# How am I doing so far?



## AzureStarline (Oct 20, 2010)

Ok, so Kira and Ramona, my 10 week old girls, came home with me Thursday afternoon. They're both very good, friendly with each other and other people and most other dogs they've met, and sleep through the night downstairs in their crates. I'm just wondering how I'm doing, so let me map out some of what I've been doing...

Mornings: I wake up around 6:30 and immediately walk the girls. We then come back in for breakfast, after which I give them a minute and then walk them again. On work days, I then run around with them to use up as much energy as possible. All in all they get about an hour of time with me before I put them in their separate crates and head to work. I make sure to leave a toy in each crate. I also have dividers in each and this seems to be working well. Neither has ever done #2 in their crate. Kira doesn't seem to do #1 in it either thankfully, but Ramona may have worse bladder control. She's still young and I know it happens.

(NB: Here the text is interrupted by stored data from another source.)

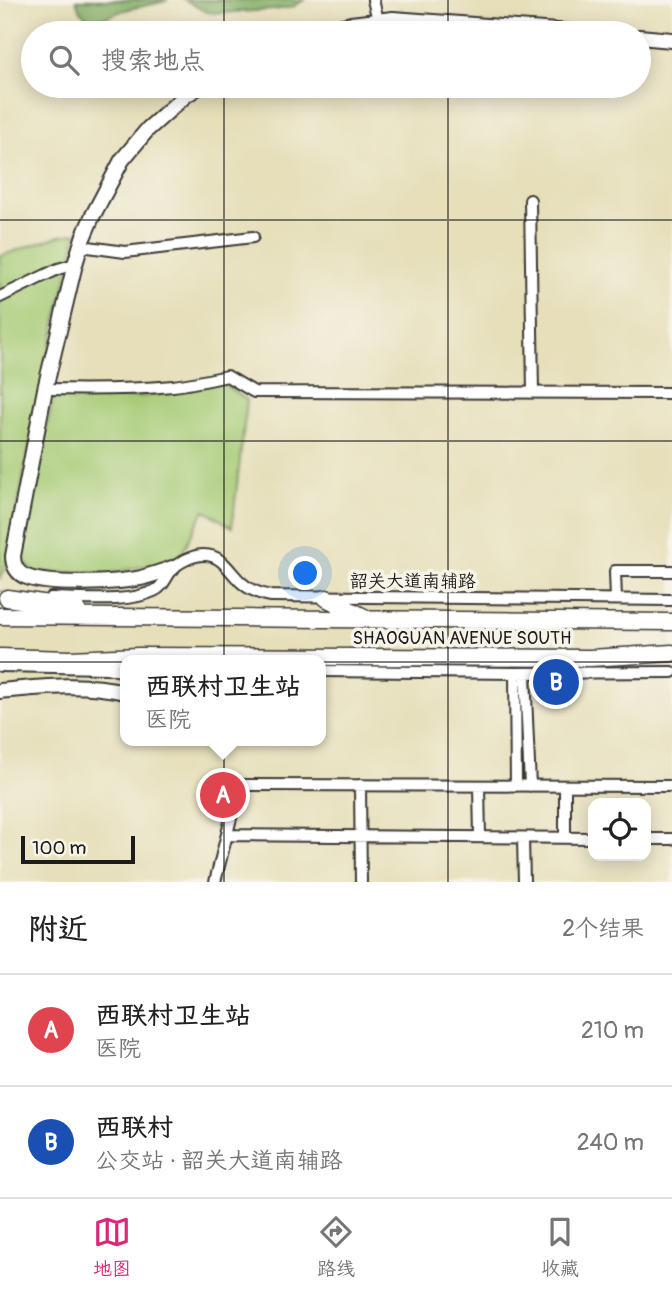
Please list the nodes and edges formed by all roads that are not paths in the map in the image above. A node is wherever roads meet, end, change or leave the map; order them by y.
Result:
1 (373, 0) edge
2 (378, 20) junction
3 (371, 21) edge
4 (434, 21) edge
5 (651, 38) edge
6 (672, 40) edge
7 (183, 98) edge
8 (530, 201) dead end
9 (253, 237) dead end
10 (81, 246) junction
11 (75, 264) junction
12 (0, 297) edge
13 (46, 389) junction
14 (533, 392) junction
15 (672, 393) edge
16 (172, 568) junction
17 (672, 571) edge
18 (4, 598) edge
19 (326, 598) junction
20 (615, 599) junction
21 (672, 600) edge
22 (0, 616) edge
23 (135, 617) junction
24 (368, 620) junction
25 (672, 622) edge
26 (0, 651) edge
27 (672, 653) edge
28 (0, 657) edge
29 (26, 657) junction
30 (120, 657) edge
31 (326, 657) edge
32 (0, 666) edge
33 (120, 671) edge
34 (326, 671) edge
35 (672, 672) edge
36 (520, 673) junction
37 (0, 691) edge
38 (120, 691) edge
39 (360, 785) junction
40 (479, 786) junction
41 (516, 786) junction
42 (530, 786) junction
43 (565, 786) junction
44 (672, 786) edge
45 (228, 835) junction
46 (361, 836) junction
47 (480, 837) junction
48 (523, 838) junction
49 (565, 838) junction
50 (588, 838) edge
51 (651, 839) edge
52 (672, 839) edge
53 (215, 882) edge
54 (361, 882) edge
55 (524, 882) edge

1 - 2 street
2 - 3 main road
2 - 4 main road
5 - 6 main road
7 - 10 main road
8 - 14 street
9 - 10 street
10 - 11 main road
11 - 12 street
11 - 13 main road
13 - 14 street
13 - 16 main road
14 - 15 street
16 - 18 street
16 - 19 street, 韶关大道南辅路
17 - 20 street
18 - 23 highway
19 - 20 street, 韶关大道南辅路
19 - 24 highway
20 - 21 street, 韶关大道南辅路
22 - 23 highway, SHAOGUAN AVENUE SOUTH
23 - 24 highway, SHAOGUAN AVENUE SOUTH
24 - 25 highway, SHAOGUAN AVENUE SOUTH
26 - 29 main road
27 - 31 highway, SHAOGUAN AVENUE SOUTH
28 - 29 highway, SHAOGUAN AVENUE SOUTH
29 - 30 highway, SHAOGUAN AVENUE SOUTH
32 - 33 street
34 - 36 street
35 - 36 street
36 - 41 street
36 - 42 street
37 - 38 main road
39 - 40 street
39 - 45 street
39 - 46 street
40 - 41 street
40 - 47 street
41 - 42 street
42 - 43 street
43 - 44 street
43 - 49 street
45 - 46 street
45 - 53 street
46 - 47 street
46 - 54 street
47 - 48 street
48 - 49 street
48 - 55 street
49 - 50 street
51 - 52 street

Midday: On weekdays, I drive home during lunch to take them out. Like in the morning, I immediately take them out before feeding them. They then get lunch, then walked again, then more play time and running before I go back to work. On my days off, which so far was only last weekend, I spent a good amount of time with them but made sure that there were times when I went to other parts of the house and kept them corralled in the tile-floored entryway. My rationale was just that they should get some time out of the crate without me around. I don't want them to be clingy and I do hope to eventually leave them out of the crates during work once they're trained and trustworthy.

Evenings: Again, I come home on weekdays and walk them, feed them, then walk them again and play. I then hang out with them. Last night I watched a movie on my laptop while sitting on the tile floor near where they were lazily gnawing their tug of war toy. Then, around 10:00, I put them in their crates and turn off the lights except for one dimly-lit one. They bark and whine for a minute or two but then are quiet for the night.

As far as feeding goes, I'm not leaving the bowls out. Food and water is available during meal times but water is also available to them if I see any sign of panting, which only happened for the first time today since it was 76 degrees today around home and they came inside thirsty after I took them out after lunch.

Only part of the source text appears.